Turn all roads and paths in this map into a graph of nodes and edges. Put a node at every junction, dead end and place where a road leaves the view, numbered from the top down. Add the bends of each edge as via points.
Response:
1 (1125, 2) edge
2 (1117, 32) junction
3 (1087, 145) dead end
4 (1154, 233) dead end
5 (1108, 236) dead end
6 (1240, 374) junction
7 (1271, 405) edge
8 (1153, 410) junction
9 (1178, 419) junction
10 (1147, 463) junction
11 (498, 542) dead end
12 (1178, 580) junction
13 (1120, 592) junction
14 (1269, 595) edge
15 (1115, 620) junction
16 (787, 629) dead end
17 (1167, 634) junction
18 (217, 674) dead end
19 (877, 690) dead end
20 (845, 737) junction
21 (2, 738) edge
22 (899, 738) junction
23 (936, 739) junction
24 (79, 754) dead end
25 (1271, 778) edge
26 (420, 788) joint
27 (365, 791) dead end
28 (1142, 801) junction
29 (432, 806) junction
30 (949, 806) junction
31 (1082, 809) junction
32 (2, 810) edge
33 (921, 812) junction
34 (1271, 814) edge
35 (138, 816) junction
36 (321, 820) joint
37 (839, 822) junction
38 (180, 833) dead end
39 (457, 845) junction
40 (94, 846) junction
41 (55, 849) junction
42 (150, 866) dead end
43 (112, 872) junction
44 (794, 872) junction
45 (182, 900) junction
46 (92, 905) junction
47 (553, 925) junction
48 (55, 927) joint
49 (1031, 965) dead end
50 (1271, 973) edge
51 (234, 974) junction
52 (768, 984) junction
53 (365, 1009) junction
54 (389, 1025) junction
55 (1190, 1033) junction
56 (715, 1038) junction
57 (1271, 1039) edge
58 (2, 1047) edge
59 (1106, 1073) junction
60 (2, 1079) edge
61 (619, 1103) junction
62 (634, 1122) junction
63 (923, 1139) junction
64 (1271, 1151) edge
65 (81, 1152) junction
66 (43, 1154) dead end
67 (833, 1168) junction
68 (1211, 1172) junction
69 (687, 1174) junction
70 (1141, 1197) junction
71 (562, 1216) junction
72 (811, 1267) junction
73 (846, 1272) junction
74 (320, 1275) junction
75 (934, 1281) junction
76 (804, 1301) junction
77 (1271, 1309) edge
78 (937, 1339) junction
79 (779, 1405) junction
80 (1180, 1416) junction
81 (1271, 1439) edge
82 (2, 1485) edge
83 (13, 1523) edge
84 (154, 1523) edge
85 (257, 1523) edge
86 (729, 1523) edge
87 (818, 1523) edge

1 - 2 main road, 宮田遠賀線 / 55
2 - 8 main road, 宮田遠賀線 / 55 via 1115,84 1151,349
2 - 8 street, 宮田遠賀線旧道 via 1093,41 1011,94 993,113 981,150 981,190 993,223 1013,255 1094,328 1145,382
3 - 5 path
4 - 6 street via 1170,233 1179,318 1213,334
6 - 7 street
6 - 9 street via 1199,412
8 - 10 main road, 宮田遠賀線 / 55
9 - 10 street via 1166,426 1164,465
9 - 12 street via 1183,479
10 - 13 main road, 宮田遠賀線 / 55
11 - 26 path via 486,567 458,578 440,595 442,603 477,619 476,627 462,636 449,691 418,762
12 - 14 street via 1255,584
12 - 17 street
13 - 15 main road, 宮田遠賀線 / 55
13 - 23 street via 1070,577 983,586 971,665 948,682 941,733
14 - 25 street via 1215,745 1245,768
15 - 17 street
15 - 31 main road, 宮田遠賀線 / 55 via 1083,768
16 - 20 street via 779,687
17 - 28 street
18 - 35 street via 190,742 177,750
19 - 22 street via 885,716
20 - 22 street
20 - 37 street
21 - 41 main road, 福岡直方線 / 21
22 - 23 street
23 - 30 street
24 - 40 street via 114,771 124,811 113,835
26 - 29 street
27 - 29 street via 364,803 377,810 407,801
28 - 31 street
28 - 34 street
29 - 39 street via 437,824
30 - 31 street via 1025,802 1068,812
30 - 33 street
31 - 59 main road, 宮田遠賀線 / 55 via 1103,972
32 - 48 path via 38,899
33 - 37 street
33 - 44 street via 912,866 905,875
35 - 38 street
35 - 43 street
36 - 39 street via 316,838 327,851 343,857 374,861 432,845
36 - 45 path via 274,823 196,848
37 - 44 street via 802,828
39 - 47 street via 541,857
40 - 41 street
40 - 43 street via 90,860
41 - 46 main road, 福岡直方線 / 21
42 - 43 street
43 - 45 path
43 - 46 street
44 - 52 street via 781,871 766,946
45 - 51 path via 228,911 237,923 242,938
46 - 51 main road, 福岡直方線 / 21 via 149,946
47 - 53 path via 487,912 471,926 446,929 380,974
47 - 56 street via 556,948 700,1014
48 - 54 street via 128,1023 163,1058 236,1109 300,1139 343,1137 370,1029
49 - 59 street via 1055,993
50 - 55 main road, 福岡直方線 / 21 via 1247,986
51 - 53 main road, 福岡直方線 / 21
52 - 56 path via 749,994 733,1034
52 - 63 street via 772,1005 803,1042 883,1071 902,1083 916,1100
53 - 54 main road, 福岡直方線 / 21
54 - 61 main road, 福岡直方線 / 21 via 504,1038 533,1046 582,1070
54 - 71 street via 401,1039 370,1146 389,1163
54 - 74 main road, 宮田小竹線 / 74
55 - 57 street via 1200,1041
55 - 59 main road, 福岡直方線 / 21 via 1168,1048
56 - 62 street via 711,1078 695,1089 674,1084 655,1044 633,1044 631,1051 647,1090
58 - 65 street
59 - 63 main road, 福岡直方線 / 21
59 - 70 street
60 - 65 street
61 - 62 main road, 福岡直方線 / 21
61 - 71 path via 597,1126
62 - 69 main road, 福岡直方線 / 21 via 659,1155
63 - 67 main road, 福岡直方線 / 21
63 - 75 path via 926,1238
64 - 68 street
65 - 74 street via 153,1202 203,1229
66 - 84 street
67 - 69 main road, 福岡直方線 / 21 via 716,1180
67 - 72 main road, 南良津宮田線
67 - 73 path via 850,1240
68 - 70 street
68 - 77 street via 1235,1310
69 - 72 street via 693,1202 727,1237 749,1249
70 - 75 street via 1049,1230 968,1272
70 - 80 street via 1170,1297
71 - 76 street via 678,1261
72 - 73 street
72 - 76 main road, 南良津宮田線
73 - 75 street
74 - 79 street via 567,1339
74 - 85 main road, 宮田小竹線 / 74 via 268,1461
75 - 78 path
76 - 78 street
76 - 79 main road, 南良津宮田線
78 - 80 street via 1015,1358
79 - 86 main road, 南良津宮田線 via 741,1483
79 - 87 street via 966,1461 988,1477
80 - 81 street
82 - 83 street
· · · · ·
WHAT IS NEEDED: Go through the material above and count the lines that include "宮田小竹線". Give the number alone.

RESULT: 2